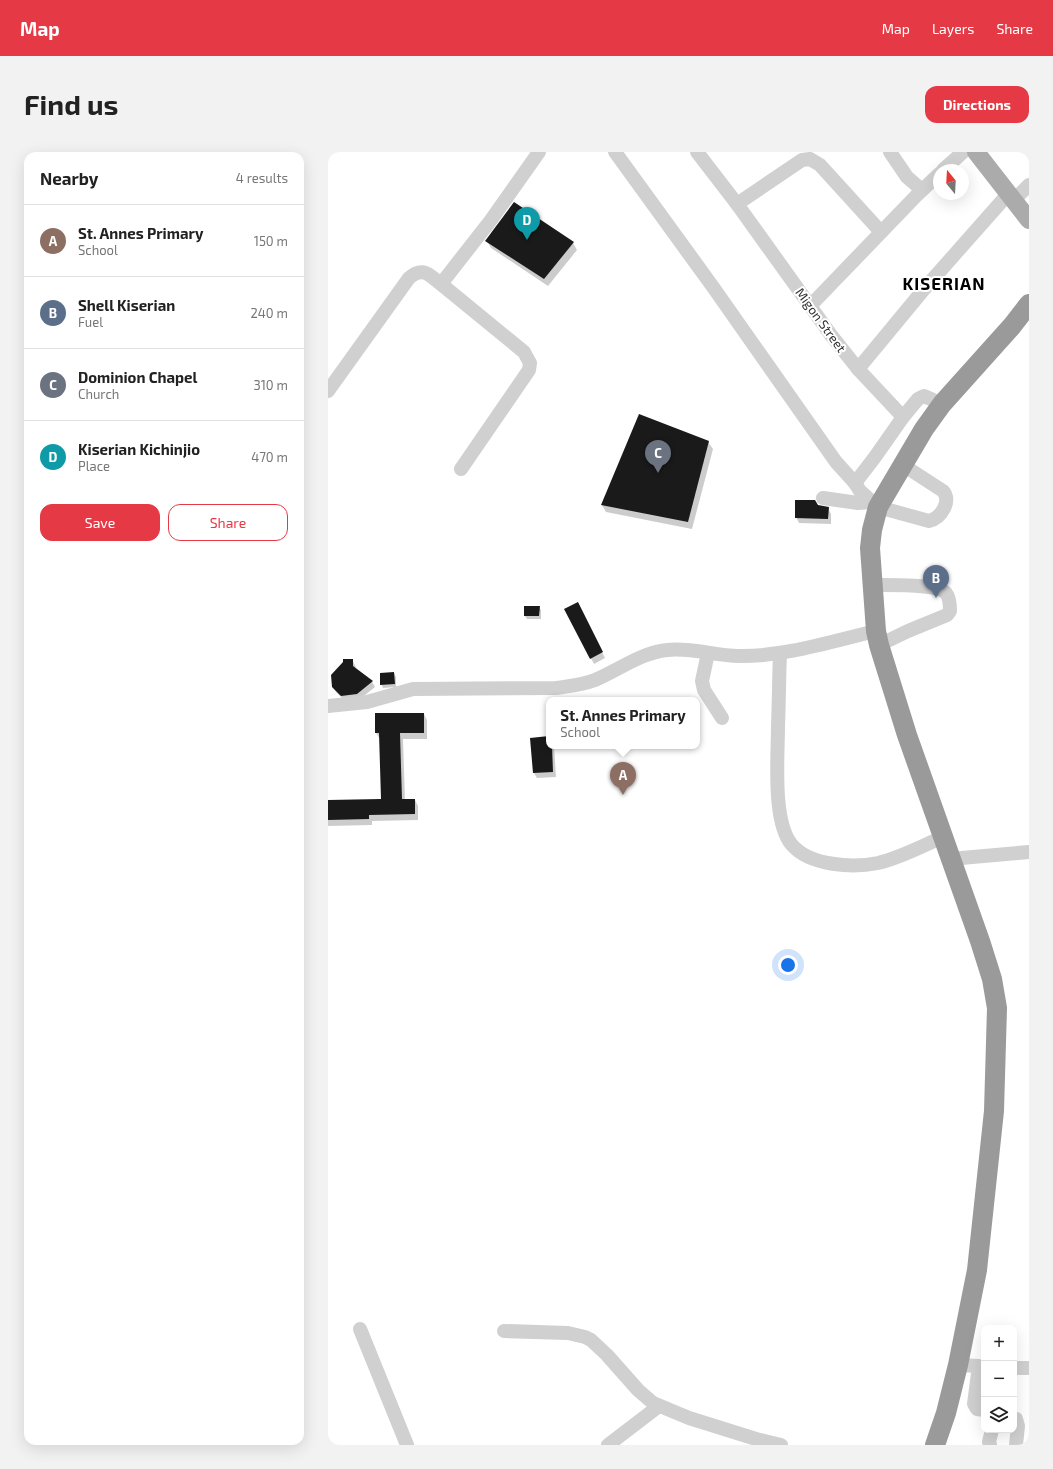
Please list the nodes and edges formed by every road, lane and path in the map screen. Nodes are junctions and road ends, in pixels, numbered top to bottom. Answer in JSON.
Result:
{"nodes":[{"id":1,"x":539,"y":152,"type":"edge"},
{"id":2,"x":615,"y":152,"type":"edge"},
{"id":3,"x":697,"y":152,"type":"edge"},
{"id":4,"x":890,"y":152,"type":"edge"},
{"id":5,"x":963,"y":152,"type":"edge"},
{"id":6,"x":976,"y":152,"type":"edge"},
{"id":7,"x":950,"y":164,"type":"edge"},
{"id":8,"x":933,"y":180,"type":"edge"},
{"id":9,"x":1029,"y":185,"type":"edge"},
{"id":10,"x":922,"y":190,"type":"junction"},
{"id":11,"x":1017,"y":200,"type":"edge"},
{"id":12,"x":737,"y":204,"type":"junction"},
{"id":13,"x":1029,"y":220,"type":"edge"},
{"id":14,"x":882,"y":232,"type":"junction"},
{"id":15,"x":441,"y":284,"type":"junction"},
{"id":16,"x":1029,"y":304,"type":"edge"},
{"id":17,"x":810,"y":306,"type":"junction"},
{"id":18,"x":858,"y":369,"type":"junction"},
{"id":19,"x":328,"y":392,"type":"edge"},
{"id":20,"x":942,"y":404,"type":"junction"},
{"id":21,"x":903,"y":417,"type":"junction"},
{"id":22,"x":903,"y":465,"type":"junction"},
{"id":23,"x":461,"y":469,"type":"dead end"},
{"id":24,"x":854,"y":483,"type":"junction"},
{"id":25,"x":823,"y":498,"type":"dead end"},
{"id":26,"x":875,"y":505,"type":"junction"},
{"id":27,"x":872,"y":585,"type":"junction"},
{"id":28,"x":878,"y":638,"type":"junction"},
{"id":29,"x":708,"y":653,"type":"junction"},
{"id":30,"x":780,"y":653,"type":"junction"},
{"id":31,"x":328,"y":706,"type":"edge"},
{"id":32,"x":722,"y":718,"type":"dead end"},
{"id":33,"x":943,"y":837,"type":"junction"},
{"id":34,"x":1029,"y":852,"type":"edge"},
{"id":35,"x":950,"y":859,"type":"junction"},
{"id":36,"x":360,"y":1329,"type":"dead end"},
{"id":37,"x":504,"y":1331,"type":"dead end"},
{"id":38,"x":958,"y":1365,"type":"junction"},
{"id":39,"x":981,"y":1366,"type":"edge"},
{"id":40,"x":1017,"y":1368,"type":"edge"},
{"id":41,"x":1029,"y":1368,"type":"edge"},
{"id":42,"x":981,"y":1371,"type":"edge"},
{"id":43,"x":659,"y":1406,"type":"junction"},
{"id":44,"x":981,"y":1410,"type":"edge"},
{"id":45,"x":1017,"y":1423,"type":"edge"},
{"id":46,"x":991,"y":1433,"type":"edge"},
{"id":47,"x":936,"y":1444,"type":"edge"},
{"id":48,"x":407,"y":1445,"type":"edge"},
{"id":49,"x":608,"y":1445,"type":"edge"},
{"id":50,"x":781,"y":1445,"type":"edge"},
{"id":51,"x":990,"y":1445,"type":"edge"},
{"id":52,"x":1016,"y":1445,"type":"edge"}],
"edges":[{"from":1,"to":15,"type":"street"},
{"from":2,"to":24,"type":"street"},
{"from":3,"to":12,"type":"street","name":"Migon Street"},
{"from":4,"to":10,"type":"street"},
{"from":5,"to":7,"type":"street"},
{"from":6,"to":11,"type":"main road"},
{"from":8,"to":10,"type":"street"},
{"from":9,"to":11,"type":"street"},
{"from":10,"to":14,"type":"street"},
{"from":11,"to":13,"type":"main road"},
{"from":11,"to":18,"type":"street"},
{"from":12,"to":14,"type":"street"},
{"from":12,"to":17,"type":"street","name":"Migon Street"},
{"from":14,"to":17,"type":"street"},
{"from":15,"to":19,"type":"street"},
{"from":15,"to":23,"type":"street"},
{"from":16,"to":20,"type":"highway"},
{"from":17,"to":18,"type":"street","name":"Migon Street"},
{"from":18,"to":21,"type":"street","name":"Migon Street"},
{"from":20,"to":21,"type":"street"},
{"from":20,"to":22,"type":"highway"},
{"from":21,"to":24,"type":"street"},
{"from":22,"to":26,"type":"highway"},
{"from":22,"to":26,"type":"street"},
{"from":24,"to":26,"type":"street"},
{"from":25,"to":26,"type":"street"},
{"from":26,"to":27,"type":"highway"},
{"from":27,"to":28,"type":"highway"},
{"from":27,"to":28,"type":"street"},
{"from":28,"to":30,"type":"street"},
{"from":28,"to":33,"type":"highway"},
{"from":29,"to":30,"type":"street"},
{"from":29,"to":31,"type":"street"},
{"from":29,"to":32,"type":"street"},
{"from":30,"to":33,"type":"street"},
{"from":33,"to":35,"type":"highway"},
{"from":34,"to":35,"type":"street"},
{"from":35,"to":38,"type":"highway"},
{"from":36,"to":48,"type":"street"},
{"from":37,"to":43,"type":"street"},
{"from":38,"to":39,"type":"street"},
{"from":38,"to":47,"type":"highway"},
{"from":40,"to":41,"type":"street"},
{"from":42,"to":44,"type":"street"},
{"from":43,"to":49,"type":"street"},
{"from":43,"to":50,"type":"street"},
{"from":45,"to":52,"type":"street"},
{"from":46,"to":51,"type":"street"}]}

What you should do:
Pictures are to be left out. Otherwise, copy the material above exactly.

The completed task:
Please list the nodes and edges formed by every road, lane and path in the map screen. Nodes are junctions and road ends, in pixels, numbered top to bottom. Answer in JSON.
Result:
{"nodes":[{"id":1,"x":539,"y":152,"type":"edge"},
{"id":2,"x":615,"y":152,"type":"edge"},
{"id":3,"x":697,"y":152,"type":"edge"},
{"id":4,"x":890,"y":152,"type":"edge"},
{"id":5,"x":963,"y":152,"type":"edge"},
{"id":6,"x":976,"y":152,"type":"edge"},
{"id":7,"x":950,"y":164,"type":"edge"},
{"id":8,"x":933,"y":180,"type":"edge"},
{"id":9,"x":1029,"y":185,"type":"edge"},
{"id":10,"x":922,"y":190,"type":"junction"},
{"id":11,"x":1017,"y":200,"type":"edge"},
{"id":12,"x":737,"y":204,"type":"junction"},
{"id":13,"x":1029,"y":220,"type":"edge"},
{"id":14,"x":882,"y":232,"type":"junction"},
{"id":15,"x":441,"y":284,"type":"junction"},
{"id":16,"x":1029,"y":304,"type":"edge"},
{"id":17,"x":810,"y":306,"type":"junction"},
{"id":18,"x":858,"y":369,"type":"junction"},
{"id":19,"x":328,"y":392,"type":"edge"},
{"id":20,"x":942,"y":404,"type":"junction"},
{"id":21,"x":903,"y":417,"type":"junction"},
{"id":22,"x":903,"y":465,"type":"junction"},
{"id":23,"x":461,"y":469,"type":"dead end"},
{"id":24,"x":854,"y":483,"type":"junction"},
{"id":25,"x":823,"y":498,"type":"dead end"},
{"id":26,"x":875,"y":505,"type":"junction"},
{"id":27,"x":872,"y":585,"type":"junction"},
{"id":28,"x":878,"y":638,"type":"junction"},
{"id":29,"x":708,"y":653,"type":"junction"},
{"id":30,"x":780,"y":653,"type":"junction"},
{"id":31,"x":328,"y":706,"type":"edge"},
{"id":32,"x":722,"y":718,"type":"dead end"},
{"id":33,"x":943,"y":837,"type":"junction"},
{"id":34,"x":1029,"y":852,"type":"edge"},
{"id":35,"x":950,"y":859,"type":"junction"},
{"id":36,"x":360,"y":1329,"type":"dead end"},
{"id":37,"x":504,"y":1331,"type":"dead end"},
{"id":38,"x":958,"y":1365,"type":"junction"},
{"id":39,"x":981,"y":1366,"type":"edge"},
{"id":40,"x":1017,"y":1368,"type":"edge"},
{"id":41,"x":1029,"y":1368,"type":"edge"},
{"id":42,"x":981,"y":1371,"type":"edge"},
{"id":43,"x":659,"y":1406,"type":"junction"},
{"id":44,"x":981,"y":1410,"type":"edge"},
{"id":45,"x":1017,"y":1423,"type":"edge"},
{"id":46,"x":991,"y":1433,"type":"edge"},
{"id":47,"x":936,"y":1444,"type":"edge"},
{"id":48,"x":407,"y":1445,"type":"edge"},
{"id":49,"x":608,"y":1445,"type":"edge"},
{"id":50,"x":781,"y":1445,"type":"edge"},
{"id":51,"x":990,"y":1445,"type":"edge"},
{"id":52,"x":1016,"y":1445,"type":"edge"}],
"edges":[{"from":1,"to":15,"type":"street"},
{"from":2,"to":24,"type":"street"},
{"from":3,"to":12,"type":"street","name":"Migon Street"},
{"from":4,"to":10,"type":"street"},
{"from":5,"to":7,"type":"street"},
{"from":6,"to":11,"type":"main road"},
{"from":8,"to":10,"type":"street"},
{"from":9,"to":11,"type":"street"},
{"from":10,"to":14,"type":"street"},
{"from":11,"to":13,"type":"main road"},
{"from":11,"to":18,"type":"street"},
{"from":12,"to":14,"type":"street"},
{"from":12,"to":17,"type":"street","name":"Migon Street"},
{"from":14,"to":17,"type":"street"},
{"from":15,"to":19,"type":"street"},
{"from":15,"to":23,"type":"street"},
{"from":16,"to":20,"type":"highway"},
{"from":17,"to":18,"type":"street","name":"Migon Street"},
{"from":18,"to":21,"type":"street","name":"Migon Street"},
{"from":20,"to":21,"type":"street"},
{"from":20,"to":22,"type":"highway"},
{"from":21,"to":24,"type":"street"},
{"from":22,"to":26,"type":"highway"},
{"from":22,"to":26,"type":"street"},
{"from":24,"to":26,"type":"street"},
{"from":25,"to":26,"type":"street"},
{"from":26,"to":27,"type":"highway"},
{"from":27,"to":28,"type":"highway"},
{"from":27,"to":28,"type":"street"},
{"from":28,"to":30,"type":"street"},
{"from":28,"to":33,"type":"highway"},
{"from":29,"to":30,"type":"street"},
{"from":29,"to":31,"type":"street"},
{"from":29,"to":32,"type":"street"},
{"from":30,"to":33,"type":"street"},
{"from":33,"to":35,"type":"highway"},
{"from":34,"to":35,"type":"street"},
{"from":35,"to":38,"type":"highway"},
{"from":36,"to":48,"type":"street"},
{"from":37,"to":43,"type":"street"},
{"from":38,"to":39,"type":"street"},
{"from":38,"to":47,"type":"highway"},
{"from":40,"to":41,"type":"street"},
{"from":42,"to":44,"type":"street"},
{"from":43,"to":49,"type":"street"},
{"from":43,"to":50,"type":"street"},
{"from":45,"to":52,"type":"street"},
{"from":46,"to":51,"type":"street"}]}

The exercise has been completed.